THE INPUT.
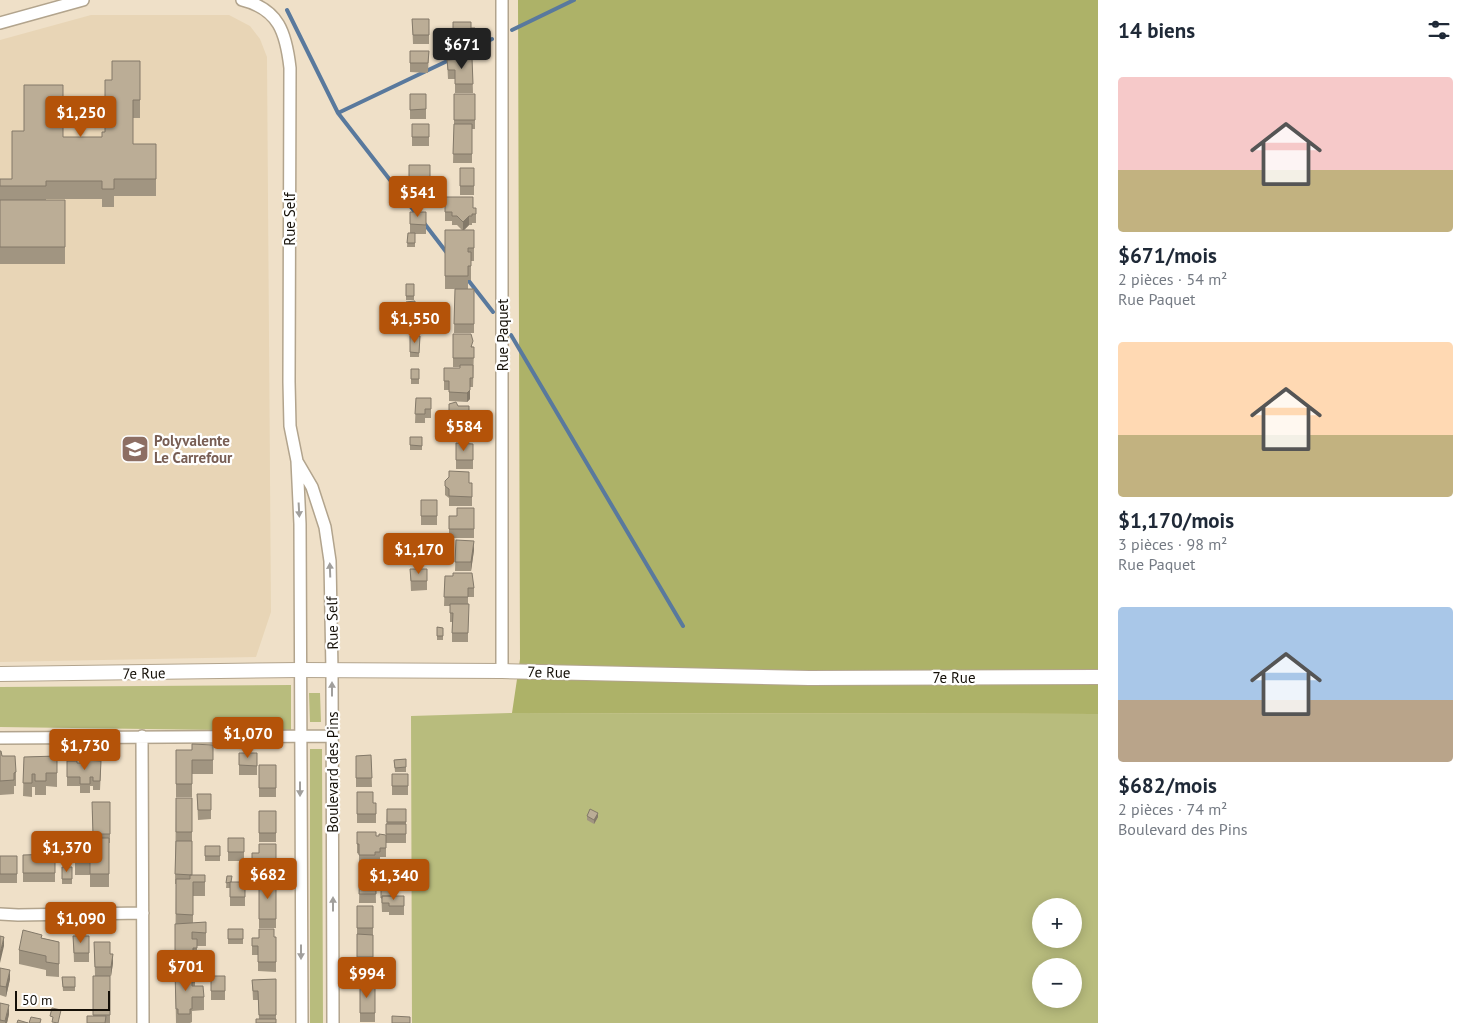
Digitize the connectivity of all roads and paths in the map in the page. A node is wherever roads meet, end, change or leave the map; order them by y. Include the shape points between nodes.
1 (83, 0) edge
2 (242, 0) edge
3 (502, 0) edge
4 (0, 23) edge
5 (297, 461) junction
6 (300, 670) junction
7 (332, 671) junction
8 (502, 671) junction
9 (0, 674) edge
10 (1098, 677) edge
11 (142, 736) junction
12 (332, 736) junction
13 (300, 737) junction
14 (0, 738) edge
15 (143, 913) junction
16 (0, 914) edge
17 (143, 1023) edge
18 (302, 1023) edge
19 (333, 1023) edge

1 - 4 street
2 - 5 street, Rue Self via 254,3 272,15 287,43 290,68 289,382 290,426
3 - 8 street, Rue Paquet
5 -> 6 street, Rue Self
7 -> 5 street, Rue Self via 330,561 325,527 312,487
6 - 7 street, 7e Rue
6 - 9 street, 7e Rue
6 - 13 street, Boulevard des Pins
7 - 8 street, 7e Rue
12 -> 7 street, Boulevard des Pins
8 - 10 street, 7e Rue via 809,678
11 - 13 street
11 - 14 street
11 - 15 street
12 - 13 street
19 -> 12 street, Boulevard des Pins
13 -> 18 street, Boulevard des Pins
15 - 16 street
15 - 17 street

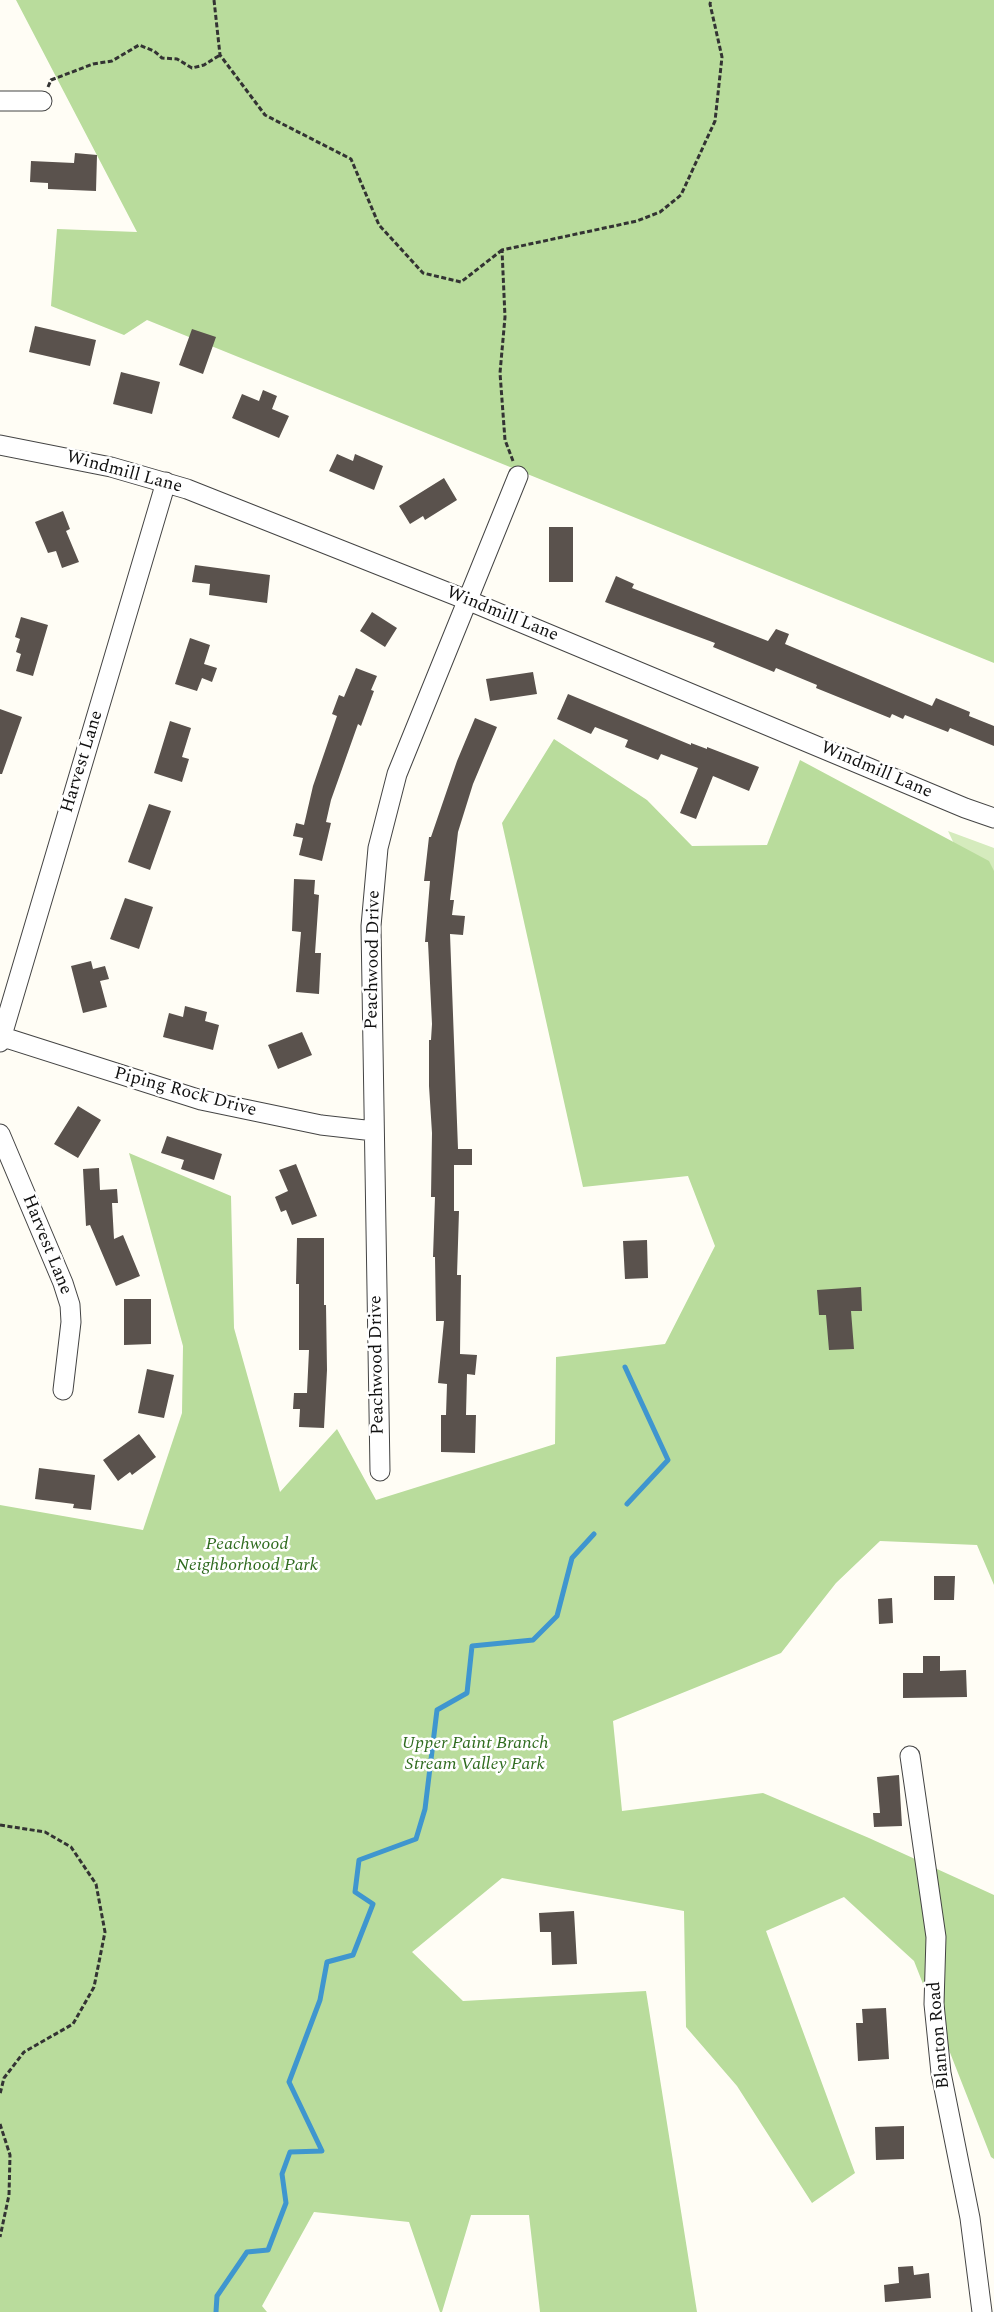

BRIEF. Leave the pictures out and print every record exactly.

TASK ANSWER.
Digitize the connectivity of all roads and paths in the map in the page. A node is wherever roads meet, end, change or leave the map; order them by y. Include the shape points between nodes.
1 (83, 0) edge
2 (242, 0) edge
3 (502, 0) edge
4 (0, 23) edge
5 (297, 461) junction
6 (300, 670) junction
7 (332, 671) junction
8 (502, 671) junction
9 (0, 674) edge
10 (1098, 677) edge
11 (142, 736) junction
12 (332, 736) junction
13 (300, 737) junction
14 (0, 738) edge
15 (143, 913) junction
16 (0, 914) edge
17 (143, 1023) edge
18 (302, 1023) edge
19 (333, 1023) edge

1 - 4 street
2 - 5 street, Rue Self via 254,3 272,15 287,43 290,68 289,382 290,426
3 - 8 street, Rue Paquet
5 -> 6 street, Rue Self
7 -> 5 street, Rue Self via 330,561 325,527 312,487
6 - 7 street, 7e Rue
6 - 9 street, 7e Rue
6 - 13 street, Boulevard des Pins
7 - 8 street, 7e Rue
12 -> 7 street, Boulevard des Pins
8 - 10 street, 7e Rue via 809,678
11 - 13 street
11 - 14 street
11 - 15 street
12 - 13 street
19 -> 12 street, Boulevard des Pins
13 -> 18 street, Boulevard des Pins
15 - 16 street
15 - 17 street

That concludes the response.